┌──

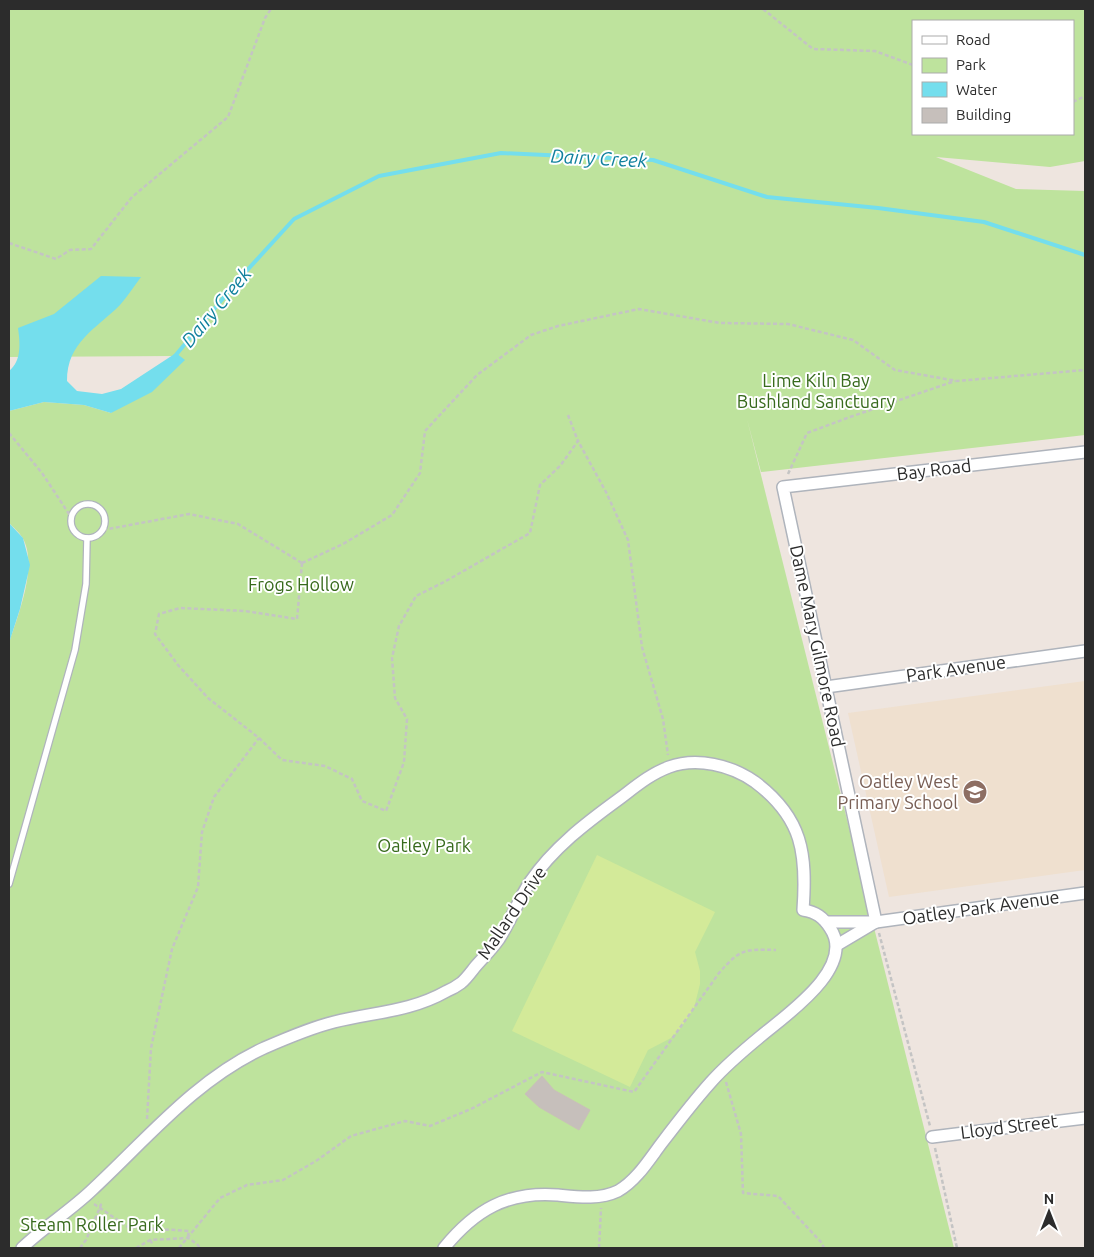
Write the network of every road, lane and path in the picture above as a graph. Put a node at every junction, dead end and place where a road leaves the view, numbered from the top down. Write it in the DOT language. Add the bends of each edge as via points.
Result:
graph roads {
  1 [pos="271,9"];
  2 [pos="763,9"];
  3 [pos="912,65"];
  4 [pos="9,243"];
  5 [pos="1085,370"];
  6 [pos="958,381"];
  7 [pos="568,415"];
  8 [pos="9,433"];
  9 [pos="578,441"];
  10 [pos="1085,452"];
  11 [pos="783,487"];
  12 [pos="71,517"];
  13 [pos="103,530"];
  14 [pos="87,538"];
  15 [pos="302,564"];
  16 [pos="1085,651"];
  17 [pos="826,687"];
  18 [pos="259,738"];
  19 [pos="670,767"];
  20 [pos="9,884"];
  21 [pos="1085,893"];
  22 [pos="826,922"];
  23 [pos="876,922"];
  24 [pos="837,945"];
  25 [pos="776,950"];
  26 [pos="723,1069"];
  27 [pos="1085,1118"];
  28 [pos="932,1136"];
  29 [pos="146,1138"];
  30 [pos="89,1193"];
  31 [pos="602,1196"];
  32 [pos="98,1202"];
  33 [pos="100,1208"];
  34 [pos="188,1238"];
  35 [pos="150,1240"];
  36 [pos="152,1245"];
  37 [pos="22,1248"];
  38 [pos="80,1248"];
  39 [pos="136,1248"];
  40 [pos="180,1248"];
  41 [pos="200,1248"];
  42 [pos="444,1248"];
  43 [pos="599,1248"];
  44 [pos="824,1248"];
  45 [pos="957,1248"];
  1 -- 4 [label="path" via="228,117 132,197 91,249 70,250 56,258"];
  2 -- 3 [label="path" via="813,49 875,51"];
  5 -- 6 [label="path"];
  6 -- 11 [label="path" via="807,433"];
  6 -- 15 [label="path" via="895,370 853,340 788,324 720,323 640,309 558,326 532,334 477,375 425,431 420,473 392,515"];
  7 -- 9 [label="path"];
  8 -- 12 [label="path" via="42,473"];
  9 -- 18 [label="path" via="560,466 540,485 530,533 416,596 400,626 392,658 396,698 407,719 407,728 404,762 386,811 362,800 352,779 324,766 282,760"];
  9 -- 19 [label="path" via="628,540 642,647 663,719"];
  10 -- 11 [label="street, Bay Road"];
  11 -- 17 [label="street, Dame Mary Gilmore Road"];
  12 -- 13 [label="lane" via="81,505 97,506 106,519"];
  12 -- 14 [label="lane" via="74,531"];
  13 -- 14 [label="lane"];
  13 -- 15 [label="path" via="189,514 238,524"];
  14 -- 20 [label="lane" via="85,591 75,650"];
  15 -- 18 [label="path" via="297,619 245,610 180,608 159,614 155,634 178,665 208,698"];
  16 -- 17 [label="street, Park Avenue"];
  17 -- 23 [label="street, Dame Mary Gilmore Road"];
  18 -- 29 [label="path" via="214,797 202,832 198,887 172,949 151,1048"];
  19 -- 22 [label="street, Mallard Drive" via="691,763 725,767 768,793 789,817 802,847 806,875 803,910 816,913"];
  19 -- 29 [label="street, Mallard Drive" via="642,782 558,848 529,884 499,939 460,984 418,1005 319,1027 248,1056 204,1085"];
  21 -- 23 [label="street, Oatley Park Avenue"];
  22 -- 23 [label="street, Mallard Drive"];
  22 -- 24 [label="street"];
  23 -- 24 [label="street"];
  23 -- 28 [label="path"];
  24 -- 26 [label="street" via="824,980"];
  25 -- 34 [label="path" via="749,949 734,957 719,973 634,1092 542,1072 430,1126 405,1121 351,1136 283,1180 247,1185 220,1198"];
  26 -- 31 [label="street" via="634,1178 618,1191"];
  26 -- 44 [label="path" via="741,1134 743,1193 778,1196"];
  27 -- 28 [label="street, Lloyd Street"];
  28 -- 45 [label="path"];
  29 -- 30 [label="street, Mallard Drive"];
  30 -- 33 [label="path" via="90,1200"];
  30 -- 37 [label="street, Mallard Drive"];
  31 -- 42 [label="street" via="581,1198 535,1194 506,1200 470,1220"];
  31 -- 43 [label="path"];
  32 -- 33 [label="path"];
  33 -- 34 [label="path" via="128,1227 189,1231"];
  33 -- 38 [label="path"];
  34 -- 35 [label="path"];
  34 -- 40 [label="path"];
  34 -- 41 [label="path"];
  35 -- 36 [label="path"];
  35 -- 39 [label="path"];
}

└──

Assigned task. Output all of the data exactly as it stands, minus any images.

Expected output.
Write the network of every road, lane and path in the picture above as a graph. Put a node at every junction, dead end and place where a road leaves the view, numbered from the top down. Write it in the DOT language. Add the bends of each edge as via points.
Result:
graph roads {
  1 [pos="271,9"];
  2 [pos="763,9"];
  3 [pos="912,65"];
  4 [pos="9,243"];
  5 [pos="1085,370"];
  6 [pos="958,381"];
  7 [pos="568,415"];
  8 [pos="9,433"];
  9 [pos="578,441"];
  10 [pos="1085,452"];
  11 [pos="783,487"];
  12 [pos="71,517"];
  13 [pos="103,530"];
  14 [pos="87,538"];
  15 [pos="302,564"];
  16 [pos="1085,651"];
  17 [pos="826,687"];
  18 [pos="259,738"];
  19 [pos="670,767"];
  20 [pos="9,884"];
  21 [pos="1085,893"];
  22 [pos="826,922"];
  23 [pos="876,922"];
  24 [pos="837,945"];
  25 [pos="776,950"];
  26 [pos="723,1069"];
  27 [pos="1085,1118"];
  28 [pos="932,1136"];
  29 [pos="146,1138"];
  30 [pos="89,1193"];
  31 [pos="602,1196"];
  32 [pos="98,1202"];
  33 [pos="100,1208"];
  34 [pos="188,1238"];
  35 [pos="150,1240"];
  36 [pos="152,1245"];
  37 [pos="22,1248"];
  38 [pos="80,1248"];
  39 [pos="136,1248"];
  40 [pos="180,1248"];
  41 [pos="200,1248"];
  42 [pos="444,1248"];
  43 [pos="599,1248"];
  44 [pos="824,1248"];
  45 [pos="957,1248"];
  1 -- 4 [label="path" via="228,117 132,197 91,249 70,250 56,258"];
  2 -- 3 [label="path" via="813,49 875,51"];
  5 -- 6 [label="path"];
  6 -- 11 [label="path" via="807,433"];
  6 -- 15 [label="path" via="895,370 853,340 788,324 720,323 640,309 558,326 532,334 477,375 425,431 420,473 392,515"];
  7 -- 9 [label="path"];
  8 -- 12 [label="path" via="42,473"];
  9 -- 18 [label="path" via="560,466 540,485 530,533 416,596 400,626 392,658 396,698 407,719 407,728 404,762 386,811 362,800 352,779 324,766 282,760"];
  9 -- 19 [label="path" via="628,540 642,647 663,719"];
  10 -- 11 [label="street, Bay Road"];
  11 -- 17 [label="street, Dame Mary Gilmore Road"];
  12 -- 13 [label="lane" via="81,505 97,506 106,519"];
  12 -- 14 [label="lane" via="74,531"];
  13 -- 14 [label="lane"];
  13 -- 15 [label="path" via="189,514 238,524"];
  14 -- 20 [label="lane" via="85,591 75,650"];
  15 -- 18 [label="path" via="297,619 245,610 180,608 159,614 155,634 178,665 208,698"];
  16 -- 17 [label="street, Park Avenue"];
  17 -- 23 [label="street, Dame Mary Gilmore Road"];
  18 -- 29 [label="path" via="214,797 202,832 198,887 172,949 151,1048"];
  19 -- 22 [label="street, Mallard Drive" via="691,763 725,767 768,793 789,817 802,847 806,875 803,910 816,913"];
  19 -- 29 [label="street, Mallard Drive" via="642,782 558,848 529,884 499,939 460,984 418,1005 319,1027 248,1056 204,1085"];
  21 -- 23 [label="street, Oatley Park Avenue"];
  22 -- 23 [label="street, Mallard Drive"];
  22 -- 24 [label="street"];
  23 -- 24 [label="street"];
  23 -- 28 [label="path"];
  24 -- 26 [label="street" via="824,980"];
  25 -- 34 [label="path" via="749,949 734,957 719,973 634,1092 542,1072 430,1126 405,1121 351,1136 283,1180 247,1185 220,1198"];
  26 -- 31 [label="street" via="634,1178 618,1191"];
  26 -- 44 [label="path" via="741,1134 743,1193 778,1196"];
  27 -- 28 [label="street, Lloyd Street"];
  28 -- 45 [label="path"];
  29 -- 30 [label="street, Mallard Drive"];
  30 -- 33 [label="path" via="90,1200"];
  30 -- 37 [label="street, Mallard Drive"];
  31 -- 42 [label="street" via="581,1198 535,1194 506,1200 470,1220"];
  31 -- 43 [label="path"];
  32 -- 33 [label="path"];
  33 -- 34 [label="path" via="128,1227 189,1231"];
  33 -- 38 [label="path"];
  34 -- 35 [label="path"];
  34 -- 40 [label="path"];
  34 -- 41 [label="path"];
  35 -- 36 [label="path"];
  35 -- 39 [label="path"];
}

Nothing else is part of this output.